[Aim of the exercise]: Print each record below word for word.

*** Given entries Section Begins ***

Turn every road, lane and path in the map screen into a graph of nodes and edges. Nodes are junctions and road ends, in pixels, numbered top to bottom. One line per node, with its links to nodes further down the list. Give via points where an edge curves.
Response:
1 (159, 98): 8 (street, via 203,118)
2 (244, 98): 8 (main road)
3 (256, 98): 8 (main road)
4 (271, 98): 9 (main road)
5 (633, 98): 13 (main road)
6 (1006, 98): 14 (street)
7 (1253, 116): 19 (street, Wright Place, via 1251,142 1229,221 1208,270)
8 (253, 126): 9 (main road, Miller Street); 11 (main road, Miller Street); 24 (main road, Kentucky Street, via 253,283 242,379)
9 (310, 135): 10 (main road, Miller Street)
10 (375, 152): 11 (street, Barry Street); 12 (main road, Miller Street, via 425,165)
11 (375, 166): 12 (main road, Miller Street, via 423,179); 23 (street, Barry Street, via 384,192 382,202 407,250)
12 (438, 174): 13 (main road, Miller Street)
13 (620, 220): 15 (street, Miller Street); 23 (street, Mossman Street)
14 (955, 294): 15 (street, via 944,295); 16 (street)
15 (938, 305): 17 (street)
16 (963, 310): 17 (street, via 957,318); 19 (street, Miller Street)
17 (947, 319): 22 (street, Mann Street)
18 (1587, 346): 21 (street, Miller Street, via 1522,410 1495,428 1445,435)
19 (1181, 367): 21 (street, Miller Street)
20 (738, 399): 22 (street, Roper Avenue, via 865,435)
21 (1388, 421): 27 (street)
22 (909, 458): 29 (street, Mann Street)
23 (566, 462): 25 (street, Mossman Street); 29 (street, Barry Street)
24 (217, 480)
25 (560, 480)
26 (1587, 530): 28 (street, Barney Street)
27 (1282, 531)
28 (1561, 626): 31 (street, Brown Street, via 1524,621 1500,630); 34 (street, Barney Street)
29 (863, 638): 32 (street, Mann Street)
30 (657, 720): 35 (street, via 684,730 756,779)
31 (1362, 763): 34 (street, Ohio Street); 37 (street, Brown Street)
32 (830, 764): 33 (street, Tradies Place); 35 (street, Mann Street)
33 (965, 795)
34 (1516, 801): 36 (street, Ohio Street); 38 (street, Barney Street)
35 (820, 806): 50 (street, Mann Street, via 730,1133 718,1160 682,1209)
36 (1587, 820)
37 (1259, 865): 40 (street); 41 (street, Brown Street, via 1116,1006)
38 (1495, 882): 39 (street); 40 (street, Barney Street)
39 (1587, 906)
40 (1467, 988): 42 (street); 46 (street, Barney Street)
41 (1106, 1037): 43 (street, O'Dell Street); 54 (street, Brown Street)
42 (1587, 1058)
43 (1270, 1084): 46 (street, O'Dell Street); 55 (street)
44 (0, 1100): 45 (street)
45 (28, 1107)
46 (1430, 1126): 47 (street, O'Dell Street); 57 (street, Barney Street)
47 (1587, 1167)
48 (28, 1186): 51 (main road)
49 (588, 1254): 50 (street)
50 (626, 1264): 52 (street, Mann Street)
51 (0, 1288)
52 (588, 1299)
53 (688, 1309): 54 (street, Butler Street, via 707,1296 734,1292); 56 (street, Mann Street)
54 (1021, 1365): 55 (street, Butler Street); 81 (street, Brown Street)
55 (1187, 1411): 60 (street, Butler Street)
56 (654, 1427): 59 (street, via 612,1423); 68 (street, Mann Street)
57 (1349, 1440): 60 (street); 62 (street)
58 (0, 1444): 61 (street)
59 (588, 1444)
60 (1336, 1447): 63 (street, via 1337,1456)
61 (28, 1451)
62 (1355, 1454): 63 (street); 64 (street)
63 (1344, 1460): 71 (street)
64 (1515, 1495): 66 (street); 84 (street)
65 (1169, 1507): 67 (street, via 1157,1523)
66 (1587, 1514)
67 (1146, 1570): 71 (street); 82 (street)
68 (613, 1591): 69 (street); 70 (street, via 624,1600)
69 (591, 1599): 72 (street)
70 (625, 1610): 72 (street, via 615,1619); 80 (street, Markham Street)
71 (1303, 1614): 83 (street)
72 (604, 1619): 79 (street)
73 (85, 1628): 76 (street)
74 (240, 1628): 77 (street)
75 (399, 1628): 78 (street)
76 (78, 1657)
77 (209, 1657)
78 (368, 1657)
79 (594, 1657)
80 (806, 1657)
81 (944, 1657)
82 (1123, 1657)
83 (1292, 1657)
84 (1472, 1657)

*** Given entries Section Ends ***

[Response to this exercise]:
Turn every road, lane and path in the map screen into a graph of nodes and edges. Nodes are junctions and road ends, in pixels, numbered top to bottom. One line per node, with its links to nodes further down the list. Give via points where an edge curves.
Response:
1 (159, 98): 8 (street, via 203,118)
2 (244, 98): 8 (main road)
3 (256, 98): 8 (main road)
4 (271, 98): 9 (main road)
5 (633, 98): 13 (main road)
6 (1006, 98): 14 (street)
7 (1253, 116): 19 (street, Wright Place, via 1251,142 1229,221 1208,270)
8 (253, 126): 9 (main road, Miller Street); 11 (main road, Miller Street); 24 (main road, Kentucky Street, via 253,283 242,379)
9 (310, 135): 10 (main road, Miller Street)
10 (375, 152): 11 (street, Barry Street); 12 (main road, Miller Street, via 425,165)
11 (375, 166): 12 (main road, Miller Street, via 423,179); 23 (street, Barry Street, via 384,192 382,202 407,250)
12 (438, 174): 13 (main road, Miller Street)
13 (620, 220): 15 (street, Miller Street); 23 (street, Mossman Street)
14 (955, 294): 15 (street, via 944,295); 16 (street)
15 (938, 305): 17 (street)
16 (963, 310): 17 (street, via 957,318); 19 (street, Miller Street)
17 (947, 319): 22 (street, Mann Street)
18 (1587, 346): 21 (street, Miller Street, via 1522,410 1495,428 1445,435)
19 (1181, 367): 21 (street, Miller Street)
20 (738, 399): 22 (street, Roper Avenue, via 865,435)
21 (1388, 421): 27 (street)
22 (909, 458): 29 (street, Mann Street)
23 (566, 462): 25 (street, Mossman Street); 29 (street, Barry Street)
24 (217, 480)
25 (560, 480)
26 (1587, 530): 28 (street, Barney Street)
27 (1282, 531)
28 (1561, 626): 31 (street, Brown Street, via 1524,621 1500,630); 34 (street, Barney Street)
29 (863, 638): 32 (street, Mann Street)
30 (657, 720): 35 (street, via 684,730 756,779)
31 (1362, 763): 34 (street, Ohio Street); 37 (street, Brown Street)
32 (830, 764): 33 (street, Tradies Place); 35 (street, Mann Street)
33 (965, 795)
34 (1516, 801): 36 (street, Ohio Street); 38 (street, Barney Street)
35 (820, 806): 50 (street, Mann Street, via 730,1133 718,1160 682,1209)
36 (1587, 820)
37 (1259, 865): 40 (street); 41 (street, Brown Street, via 1116,1006)
38 (1495, 882): 39 (street); 40 (street, Barney Street)
39 (1587, 906)
40 (1467, 988): 42 (street); 46 (street, Barney Street)
41 (1106, 1037): 43 (street, O'Dell Street); 54 (street, Brown Street)
42 (1587, 1058)
43 (1270, 1084): 46 (street, O'Dell Street); 55 (street)
44 (0, 1100): 45 (street)
45 (28, 1107)
46 (1430, 1126): 47 (street, O'Dell Street); 57 (street, Barney Street)
47 (1587, 1167)
48 (28, 1186): 51 (main road)
49 (588, 1254): 50 (street)
50 (626, 1264): 52 (street, Mann Street)
51 (0, 1288)
52 (588, 1299)
53 (688, 1309): 54 (street, Butler Street, via 707,1296 734,1292); 56 (street, Mann Street)
54 (1021, 1365): 55 (street, Butler Street); 81 (street, Brown Street)
55 (1187, 1411): 60 (street, Butler Street)
56 (654, 1427): 59 (street, via 612,1423); 68 (street, Mann Street)
57 (1349, 1440): 60 (street); 62 (street)
58 (0, 1444): 61 (street)
59 (588, 1444)
60 (1336, 1447): 63 (street, via 1337,1456)
61 (28, 1451)
62 (1355, 1454): 63 (street); 64 (street)
63 (1344, 1460): 71 (street)
64 (1515, 1495): 66 (street); 84 (street)
65 (1169, 1507): 67 (street, via 1157,1523)
66 (1587, 1514)
67 (1146, 1570): 71 (street); 82 (street)
68 (613, 1591): 69 (street); 70 (street, via 624,1600)
69 (591, 1599): 72 (street)
70 (625, 1610): 72 (street, via 615,1619); 80 (street, Markham Street)
71 (1303, 1614): 83 (street)
72 (604, 1619): 79 (street)
73 (85, 1628): 76 (street)
74 (240, 1628): 77 (street)
75 (399, 1628): 78 (street)
76 (78, 1657)
77 (209, 1657)
78 (368, 1657)
79 (594, 1657)
80 (806, 1657)
81 (944, 1657)
82 (1123, 1657)
83 (1292, 1657)
84 (1472, 1657)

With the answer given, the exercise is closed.